I also hope that StatsCan will take its role as data curator for the country very seriously and think of new ways that its products can foster economic and social development. Offering APIs into its data sets would be a logical next step, something that would allow developers to embed census data right into their applications and ensure the data was always up to date. No one is expecting this to happen right away, but it was another question that arose on twitter after the story broke, so one can see that new types of users will be interested in new, and more efficient ways, of accessing the data.

But I think most importantly, the next step will need to come from us citizens. This announcement marks a major change in how StatsCan works. We need to be supportive, particularly at a time of budget cuts. While we are grateful for open data, it would be a shame if the institution that makes it all possible was reduced to a shell of its former self. Good quality data – and analysis to inform public policy – is essential to a modern economy, society, and government. Now that we will have free access to what our tax dollars have already paid for, let’s make sure that it stays that way, by both ensure it continues to be available, and that there continues to be a quality institution capable of collecting and analyzing it.

(sorry for typos – it’s 4am, will revise in the morning)

Making StatsCan Data Free: Assessing the Cost

Regular readers of my blog will know that I’ve advocated that StatsCan’s data – and particularly its Census data – should be made open (e.g. free, unlicensed, and downloadable in multiple formats). Presently, despite the fact that Canadian tax dollars pay to collect (a sadly diminishing amount, and quality of,) data, it is not open.

The main defense I hear to why StatsCan’s data should not be free is because the department depends on the revenue the data generates.

So exactly how much revenue are we talking about? Thanks to the help of some former public servants I’ve been able to go over the publicly available numbers. The basic assessment – which I encourage people to verify and challenge – turns out not to be a huge a number.

The most interesting figure in StatsCan’s finances is the revenue it generates from its online database (e.g. data downloaded from its website). So how much revenue is it? Well in 2007/2008, it was $559,000.

That’s it. For $559,000 in lost government revenue Canadians could potentially have unlimited access to the Statscan census database their tax dollars paid to collect and organize. I suspect this is a tiny fraction of the value (and tax revenue) that might be generated by economic activity if this data were free.

Worse, the $559,000 is not profit. From what I can tell it is only revenue. Consequently, it doesn’t factor in collection costs StatsCan has to absorb to run and maintain a checkout system on its website, collect credit card info, bill people, etc… I’m willing to bet almost anything that the cost of these functions either exceed $559,000 a year, or come pretty close. So the net cost of making the data free could end up being a less.

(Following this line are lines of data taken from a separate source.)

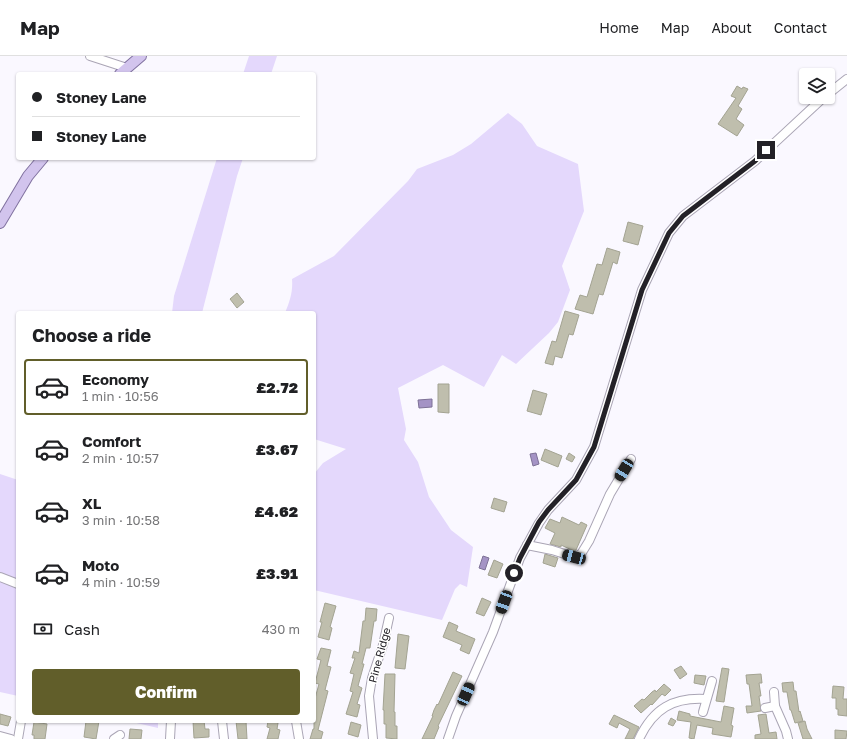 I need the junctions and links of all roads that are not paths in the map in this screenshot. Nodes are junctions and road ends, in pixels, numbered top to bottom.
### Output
1 (90, 56) edge
2 (141, 56) edge
3 (124, 71) edge
4 (847, 79) edge
5 (835, 88) edge
6 (816, 104) edge
7 (40, 160) edge
8 (0, 223) edge
9 (632, 459) dead end
10 (527, 546) junction
11 (0, 577) edge
12 (16, 583) edge
13 (389, 618) dead end
14 (712, 681) dead end
15 (774, 692) dead end
16 (706, 699) junction
17 (775, 706) junction
18 (765, 708) dead end
19 (703, 712) dead end
20 (21, 723) edge
21 (171, 723) edge
22 (222, 723) edge
23 (296, 723) edge
24 (0, 736) edge
25 (11, 739) edge
26 (18, 739) edge
27 (170, 739) edge
28 (224, 739) edge
29 (299, 739) edge
30 (373, 739) edge
31 (448, 739) edge
32 (639, 739) edge
33 (788, 739) edge

1 - 3 street
2 - 3 main road
4 - 5 street
6 - 10 street
7 - 8 main road
9 - 10 street
10 - 31 street
11 - 12 street
13 - 30 street, Pine Ridge
14 - 16 street
15 - 17 street
16 - 19 street
16 - 32 street
17 - 18 street
17 - 33 street
20 - 26 street
21 - 27 street
22 - 28 street
23 - 29 street
24 - 25 street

StatsCan makes another $763,000 selling Statistics Canada publications (these are 243 data releases of the 29 major economic indicators StatsCan measures and the 5 census releases it does annually – in short these are non-customized reports). So for $1,422,000 Canadians could get access to both the online data statscan has and the reports the organization generates. This is such laughably (or depressingly) small number it begs the question – why are we debating this? (again this is revenue, not profit, so the cost could be much lower)

Of course, the figure that you’ll often hear cited is $100M in revenue. So what accounts for the roughly 100x difference between the above number and the alleged revenue? Well, in 2007/08 StatsCan did make $103,155,000 but this was from value added (e.g. customized) reports. This is very, very different product than the basic data that is available on its website. My sources tell me this is not related to downloaded data.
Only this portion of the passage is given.